Saturday, April 15, 2006

Prague Spring







That title was too good to pass up.

Because of technical difficulties, the need to still work, a few visitors, and various demonstrations I have fallen desperately behind in my blog postings. A few readers have emailed me about my trip last month and I need to oblige…

Through circumstance and connections I went to Prague for a long week-end last month. Like my trip to Verdun it was not a long-planned trip but it was a city that I had heard great things about and wished to visit at some point. I had never traveled to Central Europe or visited a former Soviet-bloc state and this was an opportune situation. A friend of mine, David, is an American expatriate working on his doctorate in ecology and has lived in Prague seven of the last twelve years and speaks fluent Czech. He had a free window of time and a hide-a-bed and I had a credit card so I booked a flight in late February.
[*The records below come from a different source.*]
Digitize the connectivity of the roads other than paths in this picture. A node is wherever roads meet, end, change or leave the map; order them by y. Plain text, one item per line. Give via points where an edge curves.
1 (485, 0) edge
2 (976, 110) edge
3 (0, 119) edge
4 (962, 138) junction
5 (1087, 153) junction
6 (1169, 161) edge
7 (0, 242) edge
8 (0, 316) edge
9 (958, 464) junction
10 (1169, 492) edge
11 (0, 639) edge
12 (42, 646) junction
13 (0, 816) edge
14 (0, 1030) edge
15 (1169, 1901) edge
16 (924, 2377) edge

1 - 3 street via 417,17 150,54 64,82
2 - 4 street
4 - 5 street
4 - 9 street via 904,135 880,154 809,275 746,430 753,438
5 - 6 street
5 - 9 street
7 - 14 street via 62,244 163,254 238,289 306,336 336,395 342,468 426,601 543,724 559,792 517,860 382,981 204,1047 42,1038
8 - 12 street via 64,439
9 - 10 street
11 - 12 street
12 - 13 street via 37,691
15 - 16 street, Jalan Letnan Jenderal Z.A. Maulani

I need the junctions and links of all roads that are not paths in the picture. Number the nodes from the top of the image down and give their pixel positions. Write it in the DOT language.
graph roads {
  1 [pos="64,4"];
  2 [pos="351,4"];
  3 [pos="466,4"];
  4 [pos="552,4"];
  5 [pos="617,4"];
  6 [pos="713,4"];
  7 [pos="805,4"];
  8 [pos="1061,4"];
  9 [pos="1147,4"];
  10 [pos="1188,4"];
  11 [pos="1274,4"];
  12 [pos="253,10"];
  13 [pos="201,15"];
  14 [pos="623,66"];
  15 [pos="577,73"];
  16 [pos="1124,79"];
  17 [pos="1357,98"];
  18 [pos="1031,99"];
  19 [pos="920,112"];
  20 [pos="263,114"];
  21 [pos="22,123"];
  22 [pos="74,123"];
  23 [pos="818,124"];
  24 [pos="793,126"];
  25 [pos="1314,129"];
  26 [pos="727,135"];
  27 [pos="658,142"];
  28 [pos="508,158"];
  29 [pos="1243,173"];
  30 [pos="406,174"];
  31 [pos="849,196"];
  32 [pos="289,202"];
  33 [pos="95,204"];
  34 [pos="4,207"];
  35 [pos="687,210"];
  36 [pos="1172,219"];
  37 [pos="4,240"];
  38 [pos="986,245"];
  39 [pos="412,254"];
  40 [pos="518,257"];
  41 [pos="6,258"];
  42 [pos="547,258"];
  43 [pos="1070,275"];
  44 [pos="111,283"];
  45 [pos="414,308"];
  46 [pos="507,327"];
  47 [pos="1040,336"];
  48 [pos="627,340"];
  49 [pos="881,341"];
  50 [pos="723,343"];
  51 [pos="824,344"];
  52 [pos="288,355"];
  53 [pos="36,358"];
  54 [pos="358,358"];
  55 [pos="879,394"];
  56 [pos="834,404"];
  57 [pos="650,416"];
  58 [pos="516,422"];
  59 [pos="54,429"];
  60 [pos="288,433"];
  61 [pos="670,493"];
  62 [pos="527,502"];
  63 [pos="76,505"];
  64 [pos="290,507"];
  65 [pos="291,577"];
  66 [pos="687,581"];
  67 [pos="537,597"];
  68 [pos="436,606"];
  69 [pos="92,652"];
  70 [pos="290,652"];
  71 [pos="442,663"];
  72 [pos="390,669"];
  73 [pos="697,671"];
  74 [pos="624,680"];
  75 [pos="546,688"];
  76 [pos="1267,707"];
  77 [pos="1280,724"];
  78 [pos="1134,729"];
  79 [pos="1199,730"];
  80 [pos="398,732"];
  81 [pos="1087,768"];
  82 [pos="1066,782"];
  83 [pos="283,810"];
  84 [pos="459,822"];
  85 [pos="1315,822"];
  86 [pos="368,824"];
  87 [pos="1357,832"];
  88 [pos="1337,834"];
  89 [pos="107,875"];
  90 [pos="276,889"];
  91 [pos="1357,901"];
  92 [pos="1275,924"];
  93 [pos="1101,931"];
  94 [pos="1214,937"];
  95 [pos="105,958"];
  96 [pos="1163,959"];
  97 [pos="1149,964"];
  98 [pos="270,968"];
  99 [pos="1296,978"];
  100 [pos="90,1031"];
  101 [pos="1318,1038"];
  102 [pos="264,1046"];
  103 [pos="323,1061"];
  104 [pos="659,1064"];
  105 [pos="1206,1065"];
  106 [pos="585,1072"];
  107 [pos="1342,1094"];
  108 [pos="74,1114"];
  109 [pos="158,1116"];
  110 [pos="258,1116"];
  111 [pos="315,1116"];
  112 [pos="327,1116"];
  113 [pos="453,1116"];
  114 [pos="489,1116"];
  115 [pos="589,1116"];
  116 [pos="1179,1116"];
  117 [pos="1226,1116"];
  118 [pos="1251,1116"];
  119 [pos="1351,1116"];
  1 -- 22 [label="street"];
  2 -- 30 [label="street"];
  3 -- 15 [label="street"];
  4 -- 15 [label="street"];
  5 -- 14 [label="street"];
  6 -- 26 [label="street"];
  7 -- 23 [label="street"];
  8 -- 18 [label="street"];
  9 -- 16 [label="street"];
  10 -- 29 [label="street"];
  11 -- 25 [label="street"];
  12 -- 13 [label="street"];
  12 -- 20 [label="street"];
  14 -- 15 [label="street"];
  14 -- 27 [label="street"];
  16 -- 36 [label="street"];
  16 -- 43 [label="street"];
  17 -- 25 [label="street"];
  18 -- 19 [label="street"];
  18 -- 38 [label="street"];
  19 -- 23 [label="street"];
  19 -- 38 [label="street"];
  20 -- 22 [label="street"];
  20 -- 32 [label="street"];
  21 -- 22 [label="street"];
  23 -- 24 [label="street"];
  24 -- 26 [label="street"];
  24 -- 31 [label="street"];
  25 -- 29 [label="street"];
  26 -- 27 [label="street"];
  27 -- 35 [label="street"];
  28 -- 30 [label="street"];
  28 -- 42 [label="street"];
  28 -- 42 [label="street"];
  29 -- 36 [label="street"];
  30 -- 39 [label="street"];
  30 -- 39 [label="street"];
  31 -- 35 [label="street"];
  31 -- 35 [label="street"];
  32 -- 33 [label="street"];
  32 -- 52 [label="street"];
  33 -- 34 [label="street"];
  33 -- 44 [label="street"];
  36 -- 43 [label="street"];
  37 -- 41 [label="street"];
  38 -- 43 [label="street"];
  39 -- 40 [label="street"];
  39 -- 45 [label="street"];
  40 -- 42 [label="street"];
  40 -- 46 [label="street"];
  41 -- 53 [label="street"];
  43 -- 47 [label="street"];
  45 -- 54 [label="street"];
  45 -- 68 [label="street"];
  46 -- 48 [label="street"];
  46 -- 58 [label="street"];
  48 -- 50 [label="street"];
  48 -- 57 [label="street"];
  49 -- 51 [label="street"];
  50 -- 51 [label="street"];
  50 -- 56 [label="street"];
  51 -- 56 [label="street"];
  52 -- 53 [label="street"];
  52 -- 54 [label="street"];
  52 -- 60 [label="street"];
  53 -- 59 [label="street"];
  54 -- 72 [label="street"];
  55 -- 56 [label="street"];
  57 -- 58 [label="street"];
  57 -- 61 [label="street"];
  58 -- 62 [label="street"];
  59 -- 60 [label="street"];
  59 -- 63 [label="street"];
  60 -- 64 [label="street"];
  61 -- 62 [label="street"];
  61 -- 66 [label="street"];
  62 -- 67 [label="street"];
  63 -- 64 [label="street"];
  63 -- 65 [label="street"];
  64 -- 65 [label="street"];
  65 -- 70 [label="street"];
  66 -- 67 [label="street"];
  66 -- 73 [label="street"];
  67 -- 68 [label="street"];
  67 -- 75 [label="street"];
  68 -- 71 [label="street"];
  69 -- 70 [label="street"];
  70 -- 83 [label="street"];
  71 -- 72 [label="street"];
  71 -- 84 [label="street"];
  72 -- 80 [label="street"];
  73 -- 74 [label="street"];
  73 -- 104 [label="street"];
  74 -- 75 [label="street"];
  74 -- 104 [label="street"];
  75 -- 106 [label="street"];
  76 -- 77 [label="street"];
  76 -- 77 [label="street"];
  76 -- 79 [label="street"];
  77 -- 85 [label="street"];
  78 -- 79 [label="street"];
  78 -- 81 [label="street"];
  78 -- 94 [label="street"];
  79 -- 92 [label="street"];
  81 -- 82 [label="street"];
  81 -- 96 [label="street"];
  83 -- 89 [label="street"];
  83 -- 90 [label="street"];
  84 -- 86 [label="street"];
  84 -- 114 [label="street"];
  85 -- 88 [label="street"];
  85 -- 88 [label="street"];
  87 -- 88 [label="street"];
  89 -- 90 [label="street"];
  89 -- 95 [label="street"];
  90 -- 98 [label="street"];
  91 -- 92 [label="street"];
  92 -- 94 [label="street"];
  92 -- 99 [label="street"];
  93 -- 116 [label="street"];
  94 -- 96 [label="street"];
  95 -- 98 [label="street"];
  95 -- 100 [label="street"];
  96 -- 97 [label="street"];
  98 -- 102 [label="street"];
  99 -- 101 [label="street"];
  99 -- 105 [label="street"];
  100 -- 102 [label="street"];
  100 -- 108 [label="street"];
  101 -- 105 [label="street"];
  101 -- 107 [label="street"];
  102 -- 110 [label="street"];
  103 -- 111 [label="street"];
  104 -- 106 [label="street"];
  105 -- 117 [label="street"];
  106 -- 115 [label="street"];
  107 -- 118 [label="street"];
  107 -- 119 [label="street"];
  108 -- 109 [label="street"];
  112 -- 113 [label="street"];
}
European air travel reminds me of air transport in the US in the early 1980s: it is still the province of the middle classes and above. Train transport is cheaper for the most part, and while often not faster, remains king of travel options in Europe. Intra-European air travel does not see the cattle-car type feeling one gets in Atlanta, Chicago, or Dallas, or any of the other super-terminals in the States. I flew out of Charles De Gaulle in Paris on a mid-Friday afternoon and had arrived early for fear of long lines but I had the feeling of traveling out of a much smaller city and terminal due to the lack of crowds. There was one brief moment of panic though for as I arrived at the multi-terminal airport at Charles de Gaulle I could not find my gate as the bank of six departure monitors (in a row arranged by the half hour) for my particular half hour monitor was not working and there were no clues as to which gate or terminal (CDG has six terminals) I should take. No person of authority was nearby and CDG is not like an American airport with a bank of monitors every fifty feet. At CDG they just have one set of monitors in every terminal. I chose a terminal at random and after a half mile walk I found that I chose the wrong one…a quick scramble and a shuttlebus and some nervous moments found me at the correct gate.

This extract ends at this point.